Submitted by Shannon Mika - "Some friends help us shift our thinking ..."
My husband and I have three boys. The first can legally drink, the second wishes he could, and the third is a decade from it. Not only are the boys spaced across fourteen years, none of us shares the same two biological parents. Our first is a product of my husband's first marriage which ended in divorce. Our second is the product of my first marriage which ended after cancer killed my husband. And our youngest – he was the product of this blended chaos! Like any house, there’s always lots going on under our roof.

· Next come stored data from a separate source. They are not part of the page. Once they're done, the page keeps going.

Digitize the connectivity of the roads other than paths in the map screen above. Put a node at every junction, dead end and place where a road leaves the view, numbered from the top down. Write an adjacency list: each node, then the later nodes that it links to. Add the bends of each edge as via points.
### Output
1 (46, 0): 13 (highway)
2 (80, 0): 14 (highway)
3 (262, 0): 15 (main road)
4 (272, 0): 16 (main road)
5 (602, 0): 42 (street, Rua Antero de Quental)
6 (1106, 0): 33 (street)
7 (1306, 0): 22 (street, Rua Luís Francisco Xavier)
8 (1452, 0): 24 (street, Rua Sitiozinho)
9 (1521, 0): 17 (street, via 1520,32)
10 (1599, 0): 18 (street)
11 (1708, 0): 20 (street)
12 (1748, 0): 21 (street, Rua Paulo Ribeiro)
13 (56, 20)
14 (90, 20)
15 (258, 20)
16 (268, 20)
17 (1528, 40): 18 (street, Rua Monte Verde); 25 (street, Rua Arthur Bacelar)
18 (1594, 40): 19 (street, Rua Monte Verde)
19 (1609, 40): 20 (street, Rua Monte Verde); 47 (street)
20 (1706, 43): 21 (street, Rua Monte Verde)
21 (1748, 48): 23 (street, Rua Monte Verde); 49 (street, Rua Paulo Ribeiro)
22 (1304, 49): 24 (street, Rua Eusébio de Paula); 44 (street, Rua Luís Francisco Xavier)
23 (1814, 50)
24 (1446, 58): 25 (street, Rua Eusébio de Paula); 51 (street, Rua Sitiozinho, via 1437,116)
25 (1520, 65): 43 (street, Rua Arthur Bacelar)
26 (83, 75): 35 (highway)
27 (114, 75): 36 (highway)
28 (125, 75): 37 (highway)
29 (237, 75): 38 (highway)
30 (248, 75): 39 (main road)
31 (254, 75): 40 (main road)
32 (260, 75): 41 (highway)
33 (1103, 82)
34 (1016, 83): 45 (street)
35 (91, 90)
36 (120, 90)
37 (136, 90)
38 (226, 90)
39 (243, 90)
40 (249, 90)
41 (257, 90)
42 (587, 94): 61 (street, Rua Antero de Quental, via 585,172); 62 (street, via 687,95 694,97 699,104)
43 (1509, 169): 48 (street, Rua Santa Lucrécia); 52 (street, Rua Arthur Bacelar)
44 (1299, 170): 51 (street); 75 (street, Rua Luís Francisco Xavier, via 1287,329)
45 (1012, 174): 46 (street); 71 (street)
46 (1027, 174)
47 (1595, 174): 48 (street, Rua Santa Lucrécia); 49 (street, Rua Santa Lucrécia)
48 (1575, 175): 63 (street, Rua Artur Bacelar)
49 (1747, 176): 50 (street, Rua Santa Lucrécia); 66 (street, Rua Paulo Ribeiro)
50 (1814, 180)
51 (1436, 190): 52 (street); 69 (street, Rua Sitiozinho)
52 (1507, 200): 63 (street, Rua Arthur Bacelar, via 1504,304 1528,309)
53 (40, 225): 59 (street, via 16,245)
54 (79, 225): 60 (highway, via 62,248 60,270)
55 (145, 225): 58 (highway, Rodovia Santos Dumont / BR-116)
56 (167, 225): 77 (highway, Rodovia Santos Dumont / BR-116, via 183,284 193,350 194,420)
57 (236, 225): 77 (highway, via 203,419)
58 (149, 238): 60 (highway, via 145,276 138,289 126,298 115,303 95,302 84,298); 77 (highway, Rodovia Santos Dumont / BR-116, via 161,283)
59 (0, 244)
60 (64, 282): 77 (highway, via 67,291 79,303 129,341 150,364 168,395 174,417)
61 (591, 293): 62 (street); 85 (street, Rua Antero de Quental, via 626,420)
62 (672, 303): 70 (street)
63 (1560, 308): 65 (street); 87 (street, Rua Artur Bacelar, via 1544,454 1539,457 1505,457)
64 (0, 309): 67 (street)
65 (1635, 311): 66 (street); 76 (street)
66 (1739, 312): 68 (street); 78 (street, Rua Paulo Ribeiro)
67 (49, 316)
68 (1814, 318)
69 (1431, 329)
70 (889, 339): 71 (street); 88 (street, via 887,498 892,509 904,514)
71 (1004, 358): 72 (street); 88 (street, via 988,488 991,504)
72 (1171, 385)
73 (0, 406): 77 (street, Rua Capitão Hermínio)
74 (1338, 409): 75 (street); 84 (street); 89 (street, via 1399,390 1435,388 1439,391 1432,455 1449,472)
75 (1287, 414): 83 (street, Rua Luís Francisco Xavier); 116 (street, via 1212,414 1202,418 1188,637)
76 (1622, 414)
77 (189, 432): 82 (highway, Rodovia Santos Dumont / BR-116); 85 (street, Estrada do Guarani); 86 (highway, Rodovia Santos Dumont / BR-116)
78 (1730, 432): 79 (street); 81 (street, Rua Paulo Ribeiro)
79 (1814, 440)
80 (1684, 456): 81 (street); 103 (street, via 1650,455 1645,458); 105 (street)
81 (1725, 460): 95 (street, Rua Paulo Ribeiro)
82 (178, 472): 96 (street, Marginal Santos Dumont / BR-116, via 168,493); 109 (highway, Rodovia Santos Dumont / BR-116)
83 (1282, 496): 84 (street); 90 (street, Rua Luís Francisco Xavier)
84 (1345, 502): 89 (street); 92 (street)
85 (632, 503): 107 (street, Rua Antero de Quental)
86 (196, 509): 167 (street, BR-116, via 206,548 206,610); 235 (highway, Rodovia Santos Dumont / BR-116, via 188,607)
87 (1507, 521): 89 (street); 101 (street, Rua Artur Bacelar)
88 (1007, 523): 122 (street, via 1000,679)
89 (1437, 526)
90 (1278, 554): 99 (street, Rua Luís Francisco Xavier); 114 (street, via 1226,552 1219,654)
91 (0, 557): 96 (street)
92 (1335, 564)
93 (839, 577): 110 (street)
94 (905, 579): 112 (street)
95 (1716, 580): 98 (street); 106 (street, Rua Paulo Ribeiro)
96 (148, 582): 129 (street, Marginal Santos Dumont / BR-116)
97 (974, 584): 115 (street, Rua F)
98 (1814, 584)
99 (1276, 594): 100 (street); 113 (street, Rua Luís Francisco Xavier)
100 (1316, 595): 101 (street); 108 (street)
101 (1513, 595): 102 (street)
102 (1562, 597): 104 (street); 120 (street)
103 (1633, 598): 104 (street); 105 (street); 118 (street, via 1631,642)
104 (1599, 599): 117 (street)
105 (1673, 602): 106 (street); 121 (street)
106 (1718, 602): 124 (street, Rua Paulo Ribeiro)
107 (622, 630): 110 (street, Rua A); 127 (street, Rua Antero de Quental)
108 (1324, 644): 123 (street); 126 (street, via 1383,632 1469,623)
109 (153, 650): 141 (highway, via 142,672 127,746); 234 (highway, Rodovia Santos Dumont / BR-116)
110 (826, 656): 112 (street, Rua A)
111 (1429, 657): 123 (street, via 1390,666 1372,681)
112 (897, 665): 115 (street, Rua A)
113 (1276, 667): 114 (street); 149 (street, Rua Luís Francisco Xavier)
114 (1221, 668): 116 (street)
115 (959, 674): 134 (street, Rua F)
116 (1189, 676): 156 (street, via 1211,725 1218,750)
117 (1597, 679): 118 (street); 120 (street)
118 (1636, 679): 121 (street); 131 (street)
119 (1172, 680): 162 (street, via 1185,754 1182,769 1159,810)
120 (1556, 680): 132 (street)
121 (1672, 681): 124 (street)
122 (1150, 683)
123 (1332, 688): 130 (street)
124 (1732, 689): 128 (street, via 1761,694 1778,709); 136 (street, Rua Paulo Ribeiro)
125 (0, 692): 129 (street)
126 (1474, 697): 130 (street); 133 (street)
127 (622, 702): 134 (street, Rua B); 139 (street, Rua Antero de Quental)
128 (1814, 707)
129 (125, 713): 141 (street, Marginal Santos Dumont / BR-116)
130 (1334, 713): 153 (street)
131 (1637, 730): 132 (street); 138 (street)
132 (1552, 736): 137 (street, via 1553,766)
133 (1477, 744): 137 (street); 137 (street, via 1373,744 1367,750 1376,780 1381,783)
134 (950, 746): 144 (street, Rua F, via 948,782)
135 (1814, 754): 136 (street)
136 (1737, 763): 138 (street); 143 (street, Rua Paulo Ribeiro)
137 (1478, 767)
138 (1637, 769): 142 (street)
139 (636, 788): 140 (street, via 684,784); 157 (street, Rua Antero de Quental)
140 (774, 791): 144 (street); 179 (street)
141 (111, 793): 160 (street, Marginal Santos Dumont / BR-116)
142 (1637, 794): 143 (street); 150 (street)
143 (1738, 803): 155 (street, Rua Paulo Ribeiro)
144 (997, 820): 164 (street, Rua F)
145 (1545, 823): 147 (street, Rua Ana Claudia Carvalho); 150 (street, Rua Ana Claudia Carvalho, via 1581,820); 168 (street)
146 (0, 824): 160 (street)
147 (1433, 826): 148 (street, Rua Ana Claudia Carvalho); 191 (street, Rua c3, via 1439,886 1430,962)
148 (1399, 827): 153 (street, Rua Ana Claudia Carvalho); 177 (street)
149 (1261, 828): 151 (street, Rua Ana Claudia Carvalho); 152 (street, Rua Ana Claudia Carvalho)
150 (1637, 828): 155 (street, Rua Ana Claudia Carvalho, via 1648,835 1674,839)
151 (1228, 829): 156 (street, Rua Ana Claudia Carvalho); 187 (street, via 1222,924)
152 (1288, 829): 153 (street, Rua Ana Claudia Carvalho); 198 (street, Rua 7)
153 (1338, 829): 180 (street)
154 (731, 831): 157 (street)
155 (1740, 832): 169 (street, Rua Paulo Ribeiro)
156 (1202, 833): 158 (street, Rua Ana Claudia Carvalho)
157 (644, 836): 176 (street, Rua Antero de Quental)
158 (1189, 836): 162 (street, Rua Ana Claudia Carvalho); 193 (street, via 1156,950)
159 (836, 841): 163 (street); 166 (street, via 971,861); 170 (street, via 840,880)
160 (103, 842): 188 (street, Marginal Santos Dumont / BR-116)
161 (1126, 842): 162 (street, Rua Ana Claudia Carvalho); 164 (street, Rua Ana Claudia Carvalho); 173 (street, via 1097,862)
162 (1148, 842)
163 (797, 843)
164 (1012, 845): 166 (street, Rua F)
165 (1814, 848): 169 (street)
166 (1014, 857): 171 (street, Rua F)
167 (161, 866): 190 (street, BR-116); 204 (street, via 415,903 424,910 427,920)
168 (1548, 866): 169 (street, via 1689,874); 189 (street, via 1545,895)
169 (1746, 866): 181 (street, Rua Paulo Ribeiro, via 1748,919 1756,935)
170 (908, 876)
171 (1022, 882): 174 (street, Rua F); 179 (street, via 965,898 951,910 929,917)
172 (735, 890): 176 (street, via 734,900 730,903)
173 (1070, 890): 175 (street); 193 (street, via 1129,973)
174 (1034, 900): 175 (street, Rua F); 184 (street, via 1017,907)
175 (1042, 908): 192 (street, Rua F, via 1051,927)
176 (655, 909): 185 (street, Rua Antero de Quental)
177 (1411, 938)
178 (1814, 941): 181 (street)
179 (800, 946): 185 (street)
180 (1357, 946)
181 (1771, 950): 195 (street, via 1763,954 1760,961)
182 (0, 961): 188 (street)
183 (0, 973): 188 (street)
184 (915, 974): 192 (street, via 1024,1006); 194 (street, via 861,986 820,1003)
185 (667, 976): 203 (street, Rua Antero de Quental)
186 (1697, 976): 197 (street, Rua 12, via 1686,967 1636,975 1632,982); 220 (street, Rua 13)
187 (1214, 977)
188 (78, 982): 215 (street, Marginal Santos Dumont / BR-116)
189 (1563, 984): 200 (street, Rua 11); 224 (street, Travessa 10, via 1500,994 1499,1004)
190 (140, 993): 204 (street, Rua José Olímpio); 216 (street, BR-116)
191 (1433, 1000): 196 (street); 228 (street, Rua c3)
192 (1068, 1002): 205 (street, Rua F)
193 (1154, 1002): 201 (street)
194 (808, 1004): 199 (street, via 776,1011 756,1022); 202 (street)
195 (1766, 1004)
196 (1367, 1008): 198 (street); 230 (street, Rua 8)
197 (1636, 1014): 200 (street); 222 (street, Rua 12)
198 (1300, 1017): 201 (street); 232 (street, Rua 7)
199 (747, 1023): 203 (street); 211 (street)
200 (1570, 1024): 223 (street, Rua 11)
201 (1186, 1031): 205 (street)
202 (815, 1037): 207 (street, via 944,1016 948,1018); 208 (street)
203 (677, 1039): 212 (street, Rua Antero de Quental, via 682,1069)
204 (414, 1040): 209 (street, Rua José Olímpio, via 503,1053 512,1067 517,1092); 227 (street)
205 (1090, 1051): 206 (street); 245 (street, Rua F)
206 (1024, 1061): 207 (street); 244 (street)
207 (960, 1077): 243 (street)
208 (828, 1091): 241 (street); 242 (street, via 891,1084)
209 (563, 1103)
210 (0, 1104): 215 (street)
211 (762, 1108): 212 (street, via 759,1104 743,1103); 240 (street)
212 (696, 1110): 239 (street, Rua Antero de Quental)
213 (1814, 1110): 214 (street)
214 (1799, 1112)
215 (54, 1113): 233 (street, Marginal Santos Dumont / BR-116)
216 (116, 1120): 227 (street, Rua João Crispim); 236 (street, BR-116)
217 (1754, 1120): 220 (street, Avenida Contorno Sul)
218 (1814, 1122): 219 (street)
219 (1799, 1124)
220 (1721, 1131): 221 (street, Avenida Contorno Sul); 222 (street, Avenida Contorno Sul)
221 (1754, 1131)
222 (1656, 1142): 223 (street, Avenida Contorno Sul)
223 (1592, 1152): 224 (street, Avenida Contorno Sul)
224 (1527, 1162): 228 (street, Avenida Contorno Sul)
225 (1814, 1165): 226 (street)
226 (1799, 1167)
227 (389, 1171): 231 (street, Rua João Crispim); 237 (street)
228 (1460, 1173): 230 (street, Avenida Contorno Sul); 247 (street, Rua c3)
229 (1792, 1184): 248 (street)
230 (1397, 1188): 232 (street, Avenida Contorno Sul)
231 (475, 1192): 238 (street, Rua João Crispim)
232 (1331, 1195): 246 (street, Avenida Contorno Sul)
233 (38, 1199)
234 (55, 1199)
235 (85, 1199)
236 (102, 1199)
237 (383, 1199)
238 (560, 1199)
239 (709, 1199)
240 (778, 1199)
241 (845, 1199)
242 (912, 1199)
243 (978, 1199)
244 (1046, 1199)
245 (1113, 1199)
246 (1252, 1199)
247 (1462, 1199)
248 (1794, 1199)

Oh, and not only am I the Mom of this tribe, the Director of Operations for this household, I work full-time too.
Frequently I find myself talking about motherhood with other moms. And guess what? As different as we all are, we’re not all that different. Through it all – the joy, the heartbreak, the guilt, the laughs, the tears, the fear, the days we’re hanging by a thread – it seems to me that we’re all just doing the best we can! I suspect the dads feel the same way.
Even so, I can’t help but feel a little (okay, a lot) guilty about what I do or don’t do.
But I’m working on that. A while back, a friend posted something profound on Facebook. She said she's trying to frame life with gratitude instead of guilt. Easier said than done, right? Maybe not. The trick is simple, she’s started replacing her “I’m sorrys” with “Thank yous.” Instead of saying, "I'm sorry I'm late" she says, "Thank you for waiting." Instead of saying "I'm sorry I'm such a mess" she said, "Thank you for accepting me unconditionally."
This switch has really stuck with me.
And once again, it struck me; we all learn from each other. Some friends help us shift our thinking, some accept us on the "messy" days, and some help us understand that we're all just doing the best we can. And most days, that's good enough.